World Playground Deceit.net

CL iterate's COLLECT performance notice


I just cleared a "funny" misunderstanding I had about iterate so I thought I'd share it in case it also helps the imaginary person reading this blog, using CL and being similarly misguided.

First of all, iterate is probably the most important of my external systems ("package", for non-Lispers), it is the only package (again, "namespace") I unconditionally use simply because it replaces loop that looks like it was added as-is to ANSI CL only to calm the weird tantrum of an Algol fanatic who got lost and somehow ended up on the X3J13 committee. And for all the useful additions too, but mainly because it actually looks like Lisp, yeah.

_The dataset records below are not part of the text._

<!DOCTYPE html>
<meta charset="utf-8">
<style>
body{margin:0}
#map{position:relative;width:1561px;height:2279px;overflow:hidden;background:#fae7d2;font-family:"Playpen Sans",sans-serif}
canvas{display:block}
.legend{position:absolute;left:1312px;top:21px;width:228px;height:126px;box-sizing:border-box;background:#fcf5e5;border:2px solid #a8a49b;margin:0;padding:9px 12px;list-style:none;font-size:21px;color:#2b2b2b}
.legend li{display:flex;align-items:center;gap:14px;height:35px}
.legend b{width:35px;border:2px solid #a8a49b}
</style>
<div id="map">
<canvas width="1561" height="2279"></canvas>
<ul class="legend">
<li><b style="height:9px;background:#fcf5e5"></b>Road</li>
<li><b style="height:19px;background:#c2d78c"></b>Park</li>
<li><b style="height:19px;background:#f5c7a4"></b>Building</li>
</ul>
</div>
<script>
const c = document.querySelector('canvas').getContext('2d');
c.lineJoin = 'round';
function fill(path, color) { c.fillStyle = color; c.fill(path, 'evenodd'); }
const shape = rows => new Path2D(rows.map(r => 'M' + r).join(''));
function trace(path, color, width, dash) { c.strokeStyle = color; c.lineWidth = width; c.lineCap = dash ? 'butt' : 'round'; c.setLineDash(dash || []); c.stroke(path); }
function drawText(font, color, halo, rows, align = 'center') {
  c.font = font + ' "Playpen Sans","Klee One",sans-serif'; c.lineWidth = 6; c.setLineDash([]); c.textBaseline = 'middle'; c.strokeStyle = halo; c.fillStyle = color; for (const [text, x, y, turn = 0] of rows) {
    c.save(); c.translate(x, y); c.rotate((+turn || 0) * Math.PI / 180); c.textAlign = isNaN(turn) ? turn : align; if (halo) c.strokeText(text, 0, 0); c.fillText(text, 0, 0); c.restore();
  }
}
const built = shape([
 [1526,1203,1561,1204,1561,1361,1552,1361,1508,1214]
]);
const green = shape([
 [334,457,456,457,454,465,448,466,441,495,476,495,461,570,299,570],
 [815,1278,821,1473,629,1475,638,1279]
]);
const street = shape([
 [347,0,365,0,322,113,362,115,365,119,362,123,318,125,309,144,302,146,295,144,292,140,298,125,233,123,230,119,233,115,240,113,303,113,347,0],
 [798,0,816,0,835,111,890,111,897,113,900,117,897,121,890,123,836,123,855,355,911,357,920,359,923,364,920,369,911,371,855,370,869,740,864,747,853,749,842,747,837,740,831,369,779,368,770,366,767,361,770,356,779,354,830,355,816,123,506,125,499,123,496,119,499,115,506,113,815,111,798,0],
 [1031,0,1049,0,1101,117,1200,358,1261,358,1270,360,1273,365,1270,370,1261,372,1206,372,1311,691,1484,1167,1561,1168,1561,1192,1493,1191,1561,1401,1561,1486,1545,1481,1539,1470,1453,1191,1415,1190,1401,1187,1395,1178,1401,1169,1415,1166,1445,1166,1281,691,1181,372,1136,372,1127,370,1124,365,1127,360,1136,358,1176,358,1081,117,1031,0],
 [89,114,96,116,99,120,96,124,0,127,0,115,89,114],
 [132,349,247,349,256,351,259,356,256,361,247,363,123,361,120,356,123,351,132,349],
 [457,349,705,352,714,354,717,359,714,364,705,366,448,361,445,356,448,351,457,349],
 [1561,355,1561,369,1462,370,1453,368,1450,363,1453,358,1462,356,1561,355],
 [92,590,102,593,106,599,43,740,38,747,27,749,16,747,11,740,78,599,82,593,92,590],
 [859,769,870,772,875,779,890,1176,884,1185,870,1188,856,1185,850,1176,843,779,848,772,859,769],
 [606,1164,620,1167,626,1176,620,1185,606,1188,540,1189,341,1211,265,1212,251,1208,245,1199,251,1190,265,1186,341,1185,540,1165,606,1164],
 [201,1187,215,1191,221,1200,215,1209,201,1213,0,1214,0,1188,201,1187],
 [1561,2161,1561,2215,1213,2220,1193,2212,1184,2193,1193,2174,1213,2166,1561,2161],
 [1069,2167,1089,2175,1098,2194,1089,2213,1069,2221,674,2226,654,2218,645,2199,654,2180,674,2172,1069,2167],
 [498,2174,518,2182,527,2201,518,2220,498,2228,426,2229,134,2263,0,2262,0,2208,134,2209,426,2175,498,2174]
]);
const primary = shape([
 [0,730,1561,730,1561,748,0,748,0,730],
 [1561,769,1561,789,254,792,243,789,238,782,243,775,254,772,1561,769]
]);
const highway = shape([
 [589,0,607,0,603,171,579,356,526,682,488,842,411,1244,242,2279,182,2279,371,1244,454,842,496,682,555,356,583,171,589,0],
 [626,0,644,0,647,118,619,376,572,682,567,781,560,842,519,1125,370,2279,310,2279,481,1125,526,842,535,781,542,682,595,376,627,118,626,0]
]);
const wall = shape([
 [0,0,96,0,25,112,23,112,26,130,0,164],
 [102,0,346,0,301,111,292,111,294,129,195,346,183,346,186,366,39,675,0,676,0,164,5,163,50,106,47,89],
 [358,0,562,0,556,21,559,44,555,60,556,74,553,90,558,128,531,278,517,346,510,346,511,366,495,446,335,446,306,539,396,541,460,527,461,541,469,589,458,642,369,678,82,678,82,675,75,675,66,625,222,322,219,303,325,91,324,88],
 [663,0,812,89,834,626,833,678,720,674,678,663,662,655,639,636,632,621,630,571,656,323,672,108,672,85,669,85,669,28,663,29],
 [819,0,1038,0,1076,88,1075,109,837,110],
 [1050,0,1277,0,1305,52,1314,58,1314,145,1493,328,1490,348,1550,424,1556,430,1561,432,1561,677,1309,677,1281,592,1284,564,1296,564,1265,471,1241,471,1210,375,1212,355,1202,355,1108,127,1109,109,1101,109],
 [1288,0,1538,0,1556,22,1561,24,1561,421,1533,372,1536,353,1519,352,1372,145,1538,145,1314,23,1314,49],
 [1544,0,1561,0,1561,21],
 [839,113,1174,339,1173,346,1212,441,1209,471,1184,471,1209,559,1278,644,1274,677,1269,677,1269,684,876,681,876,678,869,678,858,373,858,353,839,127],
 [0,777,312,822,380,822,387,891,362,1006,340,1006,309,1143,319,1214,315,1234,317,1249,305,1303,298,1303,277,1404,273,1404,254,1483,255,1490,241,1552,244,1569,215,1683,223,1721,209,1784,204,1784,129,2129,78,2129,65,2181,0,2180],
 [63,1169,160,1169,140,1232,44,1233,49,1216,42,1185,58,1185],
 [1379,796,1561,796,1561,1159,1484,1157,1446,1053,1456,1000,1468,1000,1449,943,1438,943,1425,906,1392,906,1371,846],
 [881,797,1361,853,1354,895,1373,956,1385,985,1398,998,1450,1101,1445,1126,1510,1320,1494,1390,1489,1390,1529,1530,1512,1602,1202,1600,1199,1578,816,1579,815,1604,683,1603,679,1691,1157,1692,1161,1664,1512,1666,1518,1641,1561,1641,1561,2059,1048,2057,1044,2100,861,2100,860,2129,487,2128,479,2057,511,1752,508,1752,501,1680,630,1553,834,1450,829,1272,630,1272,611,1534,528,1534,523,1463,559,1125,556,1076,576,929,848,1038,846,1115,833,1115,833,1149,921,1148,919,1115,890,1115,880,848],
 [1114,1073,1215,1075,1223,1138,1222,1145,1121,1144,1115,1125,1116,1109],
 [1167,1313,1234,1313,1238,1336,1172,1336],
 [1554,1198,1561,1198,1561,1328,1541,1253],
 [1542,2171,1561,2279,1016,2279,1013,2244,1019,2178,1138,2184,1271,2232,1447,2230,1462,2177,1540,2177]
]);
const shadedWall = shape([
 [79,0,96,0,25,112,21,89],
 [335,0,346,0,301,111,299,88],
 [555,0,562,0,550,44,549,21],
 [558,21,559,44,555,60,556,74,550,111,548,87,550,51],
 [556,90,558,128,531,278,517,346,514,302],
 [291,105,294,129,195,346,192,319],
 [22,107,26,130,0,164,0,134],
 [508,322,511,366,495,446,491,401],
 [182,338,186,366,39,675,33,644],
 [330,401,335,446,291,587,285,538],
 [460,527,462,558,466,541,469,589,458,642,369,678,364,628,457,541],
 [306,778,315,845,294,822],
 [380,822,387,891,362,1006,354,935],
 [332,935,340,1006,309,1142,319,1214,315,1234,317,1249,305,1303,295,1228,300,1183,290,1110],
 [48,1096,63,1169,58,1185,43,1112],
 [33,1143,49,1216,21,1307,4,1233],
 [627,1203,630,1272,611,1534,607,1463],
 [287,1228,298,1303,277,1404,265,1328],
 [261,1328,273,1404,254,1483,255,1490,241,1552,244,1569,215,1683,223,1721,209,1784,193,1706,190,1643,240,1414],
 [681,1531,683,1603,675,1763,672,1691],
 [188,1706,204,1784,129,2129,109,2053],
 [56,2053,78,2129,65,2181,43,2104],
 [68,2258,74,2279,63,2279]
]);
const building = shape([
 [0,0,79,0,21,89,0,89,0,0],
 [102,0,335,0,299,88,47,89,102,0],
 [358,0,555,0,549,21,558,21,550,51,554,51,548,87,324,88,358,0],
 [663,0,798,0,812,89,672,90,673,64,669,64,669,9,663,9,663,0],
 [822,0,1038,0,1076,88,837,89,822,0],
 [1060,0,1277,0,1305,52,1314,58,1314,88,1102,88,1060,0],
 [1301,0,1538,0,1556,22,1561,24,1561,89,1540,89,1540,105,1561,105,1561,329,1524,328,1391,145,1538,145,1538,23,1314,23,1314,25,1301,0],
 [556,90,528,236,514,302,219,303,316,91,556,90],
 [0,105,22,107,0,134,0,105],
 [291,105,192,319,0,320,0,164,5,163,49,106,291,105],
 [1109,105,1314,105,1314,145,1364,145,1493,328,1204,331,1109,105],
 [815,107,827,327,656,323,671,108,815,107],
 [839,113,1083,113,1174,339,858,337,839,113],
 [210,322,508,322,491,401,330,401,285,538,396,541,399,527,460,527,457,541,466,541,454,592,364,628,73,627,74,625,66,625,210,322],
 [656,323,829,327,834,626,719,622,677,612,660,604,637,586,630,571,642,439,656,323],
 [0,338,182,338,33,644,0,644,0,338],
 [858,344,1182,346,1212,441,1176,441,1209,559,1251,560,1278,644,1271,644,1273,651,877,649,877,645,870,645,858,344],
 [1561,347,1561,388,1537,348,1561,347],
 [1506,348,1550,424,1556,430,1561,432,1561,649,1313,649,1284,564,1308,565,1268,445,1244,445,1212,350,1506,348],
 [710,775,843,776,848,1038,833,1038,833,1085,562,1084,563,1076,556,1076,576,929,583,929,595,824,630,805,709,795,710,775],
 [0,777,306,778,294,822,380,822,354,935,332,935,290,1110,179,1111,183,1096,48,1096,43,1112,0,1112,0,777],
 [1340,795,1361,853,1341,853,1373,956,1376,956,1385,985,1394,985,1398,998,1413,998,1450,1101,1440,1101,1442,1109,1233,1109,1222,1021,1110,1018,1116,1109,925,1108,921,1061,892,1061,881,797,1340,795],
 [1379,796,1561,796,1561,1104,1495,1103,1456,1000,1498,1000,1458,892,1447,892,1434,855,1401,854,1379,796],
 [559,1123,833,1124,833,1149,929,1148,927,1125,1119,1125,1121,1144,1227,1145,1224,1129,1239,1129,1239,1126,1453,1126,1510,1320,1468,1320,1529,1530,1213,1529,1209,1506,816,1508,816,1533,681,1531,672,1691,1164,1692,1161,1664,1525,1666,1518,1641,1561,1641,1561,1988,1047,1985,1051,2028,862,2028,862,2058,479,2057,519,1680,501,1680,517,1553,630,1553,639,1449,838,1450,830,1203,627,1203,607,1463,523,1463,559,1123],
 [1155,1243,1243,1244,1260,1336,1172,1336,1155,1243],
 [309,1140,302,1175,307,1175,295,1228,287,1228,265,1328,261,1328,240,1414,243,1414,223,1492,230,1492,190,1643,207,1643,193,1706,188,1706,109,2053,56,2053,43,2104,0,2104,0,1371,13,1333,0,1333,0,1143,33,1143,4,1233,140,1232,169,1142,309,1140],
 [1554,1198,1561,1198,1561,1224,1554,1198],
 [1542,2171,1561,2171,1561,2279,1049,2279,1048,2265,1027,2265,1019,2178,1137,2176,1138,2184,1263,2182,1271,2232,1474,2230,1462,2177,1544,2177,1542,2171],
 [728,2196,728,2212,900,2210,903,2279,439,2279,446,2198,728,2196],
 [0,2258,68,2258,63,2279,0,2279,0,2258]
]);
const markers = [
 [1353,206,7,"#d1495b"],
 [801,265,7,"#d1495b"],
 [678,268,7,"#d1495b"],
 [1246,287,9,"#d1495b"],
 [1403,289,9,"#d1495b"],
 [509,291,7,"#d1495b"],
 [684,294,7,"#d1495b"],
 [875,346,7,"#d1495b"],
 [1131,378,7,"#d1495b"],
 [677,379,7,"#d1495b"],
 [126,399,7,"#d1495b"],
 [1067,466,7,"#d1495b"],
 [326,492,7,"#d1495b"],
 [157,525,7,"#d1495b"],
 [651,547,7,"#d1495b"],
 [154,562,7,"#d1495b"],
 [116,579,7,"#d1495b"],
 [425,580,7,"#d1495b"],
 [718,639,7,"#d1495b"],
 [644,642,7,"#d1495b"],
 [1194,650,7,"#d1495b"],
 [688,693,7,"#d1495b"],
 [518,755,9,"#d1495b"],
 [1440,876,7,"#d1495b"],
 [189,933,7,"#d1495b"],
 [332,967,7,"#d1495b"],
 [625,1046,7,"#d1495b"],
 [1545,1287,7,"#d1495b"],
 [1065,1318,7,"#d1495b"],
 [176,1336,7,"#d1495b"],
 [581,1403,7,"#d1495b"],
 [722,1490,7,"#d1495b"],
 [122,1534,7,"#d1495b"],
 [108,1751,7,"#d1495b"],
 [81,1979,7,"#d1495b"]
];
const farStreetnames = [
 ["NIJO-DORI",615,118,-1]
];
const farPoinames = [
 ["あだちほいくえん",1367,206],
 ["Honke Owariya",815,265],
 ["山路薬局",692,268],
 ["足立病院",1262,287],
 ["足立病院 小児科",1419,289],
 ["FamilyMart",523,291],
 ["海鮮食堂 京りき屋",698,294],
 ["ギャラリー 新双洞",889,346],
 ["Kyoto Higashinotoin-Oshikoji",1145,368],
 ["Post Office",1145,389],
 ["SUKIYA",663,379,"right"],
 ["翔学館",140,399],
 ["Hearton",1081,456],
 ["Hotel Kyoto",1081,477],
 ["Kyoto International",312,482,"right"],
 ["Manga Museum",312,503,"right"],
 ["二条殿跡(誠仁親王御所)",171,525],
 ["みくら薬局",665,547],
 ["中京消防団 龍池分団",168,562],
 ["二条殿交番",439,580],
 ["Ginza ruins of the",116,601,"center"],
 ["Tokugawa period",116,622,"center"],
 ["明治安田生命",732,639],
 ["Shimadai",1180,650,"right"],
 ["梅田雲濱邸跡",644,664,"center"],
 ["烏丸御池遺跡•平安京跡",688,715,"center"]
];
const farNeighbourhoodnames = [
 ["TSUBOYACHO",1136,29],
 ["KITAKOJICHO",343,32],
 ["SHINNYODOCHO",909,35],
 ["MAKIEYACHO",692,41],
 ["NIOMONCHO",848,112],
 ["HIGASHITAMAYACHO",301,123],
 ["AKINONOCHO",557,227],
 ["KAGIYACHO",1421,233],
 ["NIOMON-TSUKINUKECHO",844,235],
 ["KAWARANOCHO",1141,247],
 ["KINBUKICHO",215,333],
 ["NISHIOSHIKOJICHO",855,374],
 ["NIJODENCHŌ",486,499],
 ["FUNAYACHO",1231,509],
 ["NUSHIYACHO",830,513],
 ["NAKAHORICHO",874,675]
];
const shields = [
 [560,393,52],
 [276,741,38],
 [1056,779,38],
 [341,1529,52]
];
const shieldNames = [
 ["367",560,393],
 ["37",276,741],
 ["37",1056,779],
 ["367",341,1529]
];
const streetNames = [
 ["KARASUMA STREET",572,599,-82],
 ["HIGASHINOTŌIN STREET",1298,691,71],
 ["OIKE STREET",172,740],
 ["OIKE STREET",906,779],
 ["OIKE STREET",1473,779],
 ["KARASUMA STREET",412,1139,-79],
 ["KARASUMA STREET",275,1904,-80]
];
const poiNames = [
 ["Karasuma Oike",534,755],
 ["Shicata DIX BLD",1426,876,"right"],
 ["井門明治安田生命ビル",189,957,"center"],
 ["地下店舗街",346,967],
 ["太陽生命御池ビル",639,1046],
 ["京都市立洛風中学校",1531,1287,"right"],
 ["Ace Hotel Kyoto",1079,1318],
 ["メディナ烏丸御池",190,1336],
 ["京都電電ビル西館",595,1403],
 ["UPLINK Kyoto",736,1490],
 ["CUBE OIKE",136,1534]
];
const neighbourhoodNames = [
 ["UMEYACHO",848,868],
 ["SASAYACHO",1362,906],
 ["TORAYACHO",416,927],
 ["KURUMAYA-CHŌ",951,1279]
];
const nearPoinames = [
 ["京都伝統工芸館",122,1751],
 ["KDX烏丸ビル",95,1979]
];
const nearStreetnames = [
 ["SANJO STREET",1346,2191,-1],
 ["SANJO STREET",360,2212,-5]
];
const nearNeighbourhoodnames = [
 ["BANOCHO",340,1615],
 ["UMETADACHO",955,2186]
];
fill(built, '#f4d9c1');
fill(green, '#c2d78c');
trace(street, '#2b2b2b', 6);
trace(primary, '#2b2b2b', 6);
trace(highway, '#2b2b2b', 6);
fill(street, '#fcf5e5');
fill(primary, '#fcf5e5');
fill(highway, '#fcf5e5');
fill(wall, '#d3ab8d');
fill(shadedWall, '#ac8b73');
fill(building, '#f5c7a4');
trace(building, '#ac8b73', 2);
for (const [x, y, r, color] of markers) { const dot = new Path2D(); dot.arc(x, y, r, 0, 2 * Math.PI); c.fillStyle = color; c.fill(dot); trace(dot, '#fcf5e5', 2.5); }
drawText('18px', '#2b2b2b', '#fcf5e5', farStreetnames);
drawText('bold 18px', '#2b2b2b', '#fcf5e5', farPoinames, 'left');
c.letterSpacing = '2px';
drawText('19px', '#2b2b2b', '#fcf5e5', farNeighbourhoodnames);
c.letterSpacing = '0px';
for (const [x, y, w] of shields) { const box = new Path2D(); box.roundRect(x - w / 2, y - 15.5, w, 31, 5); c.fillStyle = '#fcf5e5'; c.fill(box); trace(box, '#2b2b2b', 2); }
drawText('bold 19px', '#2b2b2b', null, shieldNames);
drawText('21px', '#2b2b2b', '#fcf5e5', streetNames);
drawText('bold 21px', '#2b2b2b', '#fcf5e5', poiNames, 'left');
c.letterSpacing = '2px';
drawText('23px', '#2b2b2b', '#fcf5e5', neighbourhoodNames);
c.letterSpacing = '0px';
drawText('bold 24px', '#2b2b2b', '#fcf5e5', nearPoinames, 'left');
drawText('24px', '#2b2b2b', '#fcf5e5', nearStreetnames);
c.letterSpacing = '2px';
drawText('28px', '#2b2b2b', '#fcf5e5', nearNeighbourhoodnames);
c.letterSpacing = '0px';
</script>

With that said, you'll probably understand how annoyed one would be my in shoes.

The misunderstanding was: in the documentation for the collect clause, it is said that collecting items in reverse order is likely to be faster in most Common Lisp implementations.

And somehow, what my brain started running with is that the result list was probably being walked during each collect, as if it expanded into something like (rplacd (last result) (list i)). Which means that any performance-sensitive loop that would normally be written

(iter (for i below 10)
  (collect i))

had to be transformed into

(nreverse
 (iter (for i below 10)
   (collect i at start)))

...Ugly, right? So during this week-end, I decided to simply see for myself:

CL-USER> (macroexpand-1 '(iter (for i below 10) (collect i)))
(LET* ((I NIL) (#:RESULT30 NIL) (#:END-POINTER31 NIL) (#:TEMP32 NIL))
  (BLOCK NIL
    (BLOCK #:ITERATE331
      (TAGBODY
        (PROGN (SETQ I -1))
       LOOP-TOP-NIL
        (PROGN
         (SETQ I (+ I 1))
         (IF (>= I 10)
             (GO LOOP-END-NIL))
         (PROGN
          (SETQ #:TEMP32 (LIST I))
          (SETQ #:END-POINTER31
                  (IF #:RESULT30
                      (SETF (CDR #:END-POINTER31) #:TEMP32)
                      (SETQ #:RESULT30 #:TEMP32)))
          #:RESULT30))
        (PROGN)
        (GO LOOP-TOP-NIL)
       LOOP-END-NIL
        (PROGN))
      #:RESULT30)))
T

Okay, macroexpanded loop code is usually the kind of Lisp only a mother could love, but even then it's pretty clear from the aptly named gensyms that iterate is smart enough to maintain a last cons pointer and keep append an O(1) operation.

Let me tell you, this was big weight off my shoulders! As a bonus, let us put the original claim to the test and compare performance of the two methods:

CL-USER> (prog1 (sb-ext:gc :full t)
               (time (iter (for i below 100000) (collect i))))
Evaluation took:
  0.000 seconds of real time
  0.000749 seconds of total run time (0.000633 user, 0.000116 system)
  100.00% CPU
  2,535,277 processor cycles
  1,572,096 bytes consed

NIL
CL-USER> (prog1 (sb-ext:gc :full t)
               (time (nreverse (iter (for i below 100000) (collect i at start)))))
Evaluation took:
  0.001 seconds of real time
  0.000856 seconds of total run time (0.000000 user, 0.000856 system)
  100.00% CPU
  3,007,730 processor cycles
  1,572,096 bytes consed

NIL

Huh! As expected, maintaining that end pointer isn't as expensive as that final nreverse; at least here, on SBCL 2.4.10, AMD Zen 3

So everything's alright in the world, right? Well, almost. My biggest bugbear with iterate still interacts badly with this whole thing: collect isn't available in the prologue/epilogue code. So if wanted to do something like this:

(iter (for i in '(1 2 3))
  (collect i)
  (finally (collect nil)))

to get (1 2 3 NIL), I'd need to mangle my pristine loop into this:

(iter (for i in '(1 2 3))
  (collect i into res at start)
  (finally (return (nreverse (cons nil res)))))

NB: even if collect did work in there, I'd still need half the workaround because a user-defined epilogue overrides the implicit return of the collected result, hence the into res thing.

Basically, iterate would need a pair of at-first/at-last clauses to remediate this oversight; after all, it already has first-iteration-p (which needs a branch per loop iteration instead of doing proper code placement).


I still have to investigate if a potential switch to for would make the implementation of those ideas easy enough (and no code walker is nice).